Robust Tabular Foundation Models¶

Conference: AAAI 2026 arXiv: 2512.03307 Code: To be confirmed Area: Self-Supervised Learning / Tabular Foundation Models Keywords: tabular foundation model, adversarial training, synthetic data, distributionally robust optimization

TL;DR¶

This paper proposes RTFM — a model-agnostic adversarial training framework that performs min-max optimization over the parameter space of a synthetic data generator, maximizing the "optimality gap" between a tabular foundation model (TFM) and classical tree-based models. Using fewer than 100,000 additional synthetic datasets, RTFM significantly improves TabPFN V2 across multiple tabular benchmarks.

Background & Motivation¶

The Struggle of Deep Learning on Tabular Data¶

Despite remarkable successes in computer vision and natural language processing, deep learning has long struggled to surpass gradient-boosted trees (XGBoost, CatBoost, etc.) on structured tabular data. Multiple large-scale benchmark studies have confirmed this gap, spurring a wave of novel deep learning approaches for tabular tasks.

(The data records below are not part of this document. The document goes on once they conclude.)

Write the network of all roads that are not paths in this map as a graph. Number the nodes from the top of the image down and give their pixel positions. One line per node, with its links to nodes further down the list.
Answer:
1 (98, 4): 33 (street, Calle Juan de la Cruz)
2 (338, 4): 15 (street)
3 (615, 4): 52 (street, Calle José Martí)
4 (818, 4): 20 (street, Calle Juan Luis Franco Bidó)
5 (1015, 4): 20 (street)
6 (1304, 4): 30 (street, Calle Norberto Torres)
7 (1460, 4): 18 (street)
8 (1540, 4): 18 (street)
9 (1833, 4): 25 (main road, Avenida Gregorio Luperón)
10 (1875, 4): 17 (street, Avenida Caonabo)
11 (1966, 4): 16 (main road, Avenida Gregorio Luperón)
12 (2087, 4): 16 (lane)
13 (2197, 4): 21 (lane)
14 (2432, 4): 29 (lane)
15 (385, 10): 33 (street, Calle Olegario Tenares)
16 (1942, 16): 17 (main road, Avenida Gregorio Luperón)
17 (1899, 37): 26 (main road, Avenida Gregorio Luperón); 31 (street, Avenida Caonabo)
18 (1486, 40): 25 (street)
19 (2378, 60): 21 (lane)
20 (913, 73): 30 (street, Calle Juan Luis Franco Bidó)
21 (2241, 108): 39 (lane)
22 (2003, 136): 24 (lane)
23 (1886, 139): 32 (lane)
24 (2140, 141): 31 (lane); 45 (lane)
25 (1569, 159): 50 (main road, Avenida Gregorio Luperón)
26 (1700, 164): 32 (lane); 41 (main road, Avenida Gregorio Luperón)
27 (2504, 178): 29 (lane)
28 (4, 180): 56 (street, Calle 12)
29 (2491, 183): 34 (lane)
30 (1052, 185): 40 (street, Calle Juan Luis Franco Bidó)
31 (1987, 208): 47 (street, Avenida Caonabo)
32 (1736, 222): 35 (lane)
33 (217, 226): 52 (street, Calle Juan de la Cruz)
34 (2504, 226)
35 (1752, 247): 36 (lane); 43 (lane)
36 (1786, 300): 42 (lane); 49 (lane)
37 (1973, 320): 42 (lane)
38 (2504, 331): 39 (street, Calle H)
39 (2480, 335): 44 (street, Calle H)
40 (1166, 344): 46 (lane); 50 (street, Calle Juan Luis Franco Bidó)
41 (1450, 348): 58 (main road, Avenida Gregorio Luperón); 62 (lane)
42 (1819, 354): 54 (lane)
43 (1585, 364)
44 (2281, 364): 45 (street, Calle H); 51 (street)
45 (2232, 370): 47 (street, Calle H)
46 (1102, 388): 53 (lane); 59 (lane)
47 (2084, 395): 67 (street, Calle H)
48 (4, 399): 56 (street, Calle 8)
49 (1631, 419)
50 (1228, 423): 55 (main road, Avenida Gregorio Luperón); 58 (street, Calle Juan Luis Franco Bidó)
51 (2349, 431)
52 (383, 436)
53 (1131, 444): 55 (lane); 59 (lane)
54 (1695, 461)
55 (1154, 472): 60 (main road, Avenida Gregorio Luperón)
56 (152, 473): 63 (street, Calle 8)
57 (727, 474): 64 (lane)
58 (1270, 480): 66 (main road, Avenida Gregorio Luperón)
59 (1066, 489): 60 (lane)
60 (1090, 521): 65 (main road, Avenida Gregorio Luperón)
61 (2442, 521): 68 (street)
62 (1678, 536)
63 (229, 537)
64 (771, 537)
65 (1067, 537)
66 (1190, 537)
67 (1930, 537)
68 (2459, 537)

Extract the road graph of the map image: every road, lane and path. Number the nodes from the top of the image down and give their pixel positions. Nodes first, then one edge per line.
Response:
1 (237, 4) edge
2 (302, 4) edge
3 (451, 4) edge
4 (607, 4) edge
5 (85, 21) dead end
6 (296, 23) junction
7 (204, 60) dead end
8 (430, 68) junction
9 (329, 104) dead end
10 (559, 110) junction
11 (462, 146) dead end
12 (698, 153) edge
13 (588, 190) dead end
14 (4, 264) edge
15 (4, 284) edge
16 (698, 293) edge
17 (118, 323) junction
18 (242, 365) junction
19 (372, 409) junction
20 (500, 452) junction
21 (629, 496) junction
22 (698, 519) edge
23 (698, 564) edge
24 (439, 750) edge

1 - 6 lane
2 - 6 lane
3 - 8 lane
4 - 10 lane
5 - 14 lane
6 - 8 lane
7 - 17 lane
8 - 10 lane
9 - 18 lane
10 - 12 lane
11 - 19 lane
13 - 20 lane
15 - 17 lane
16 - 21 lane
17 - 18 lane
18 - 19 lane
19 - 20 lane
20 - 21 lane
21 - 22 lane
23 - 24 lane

The Rise of Tabular Foundation Models (TFMs)¶

Models such as TabPFN adopt an in-context learning (ICL) paradigm: the model receives labeled training examples and test samples as an input sequence and performs zero-shot prediction on new datasets in milliseconds. The core training strategy involves pretraining on large volumes of synthetic datasets generated by structural causal models (SCMs). While TabPFN V2 already outperforms tree models on many datasets, it still lags behind on certain dataset types.

Core Insight: The Limitation of Fixed Priors¶

Existing TFMs (TabPFN, Mitra, TabICL) sample SCM parameters from a fixed prior distribution to generate training data. However, a fixed prior inevitably underrepresents certain regions of the parameter space — for instance, specific feature dimensionalities, proportions of categorical features, or degrees of nonlinearity — leading to performance degradation on real-world datasets sharing similar characteristics.

The key insight of this paper is that, since the data generator's parameters are explicitly parameterizable, the training process can be examined through the lens of adversarial robustness: an adversary actively seeks regions of the parameter space where the model performs worst, and training is then concentrated on those regions.

Method¶

Overall Architecture¶

RTFM is a two-phase iterative optimization framework (as illustrated in Figure 1), consisting of a maximization phase (parameter search) and a minimization phase (model training), alternating until convergence:

Maximization Phase: The model weights \(\mathbf{W}\) are frozen, and a black-box optimizer (Optuna + TPE) searches the SCM parameter space \(\mathcal{P}\) for configurations that maximize the optimality gap.
Minimization Phase: Based on the discovered parameters and their optimality gaps, a softmax sampling distribution \(Q\) is constructed; training data is generated according to \(Q\) and used to fine-tune the model to reduce the gap.

Definition of the Optimality Gap¶

Conventional adversarial training directly maximizes the model's loss, which risks steering optimization toward regions where no model can learn effectively — not a meaningful target for improvement. The central innovation of RTFM is to maximize the optimality gap rather than the absolute loss:

\[\delta_\theta(\mathbf{W}) = \mathbb{E}_{\phi \sim p(\Phi;\theta)}\left[\mathcal{L}_{PFN}(\mathbf{W};\phi) - H_\phi(Z_y|Z_x)\right]\]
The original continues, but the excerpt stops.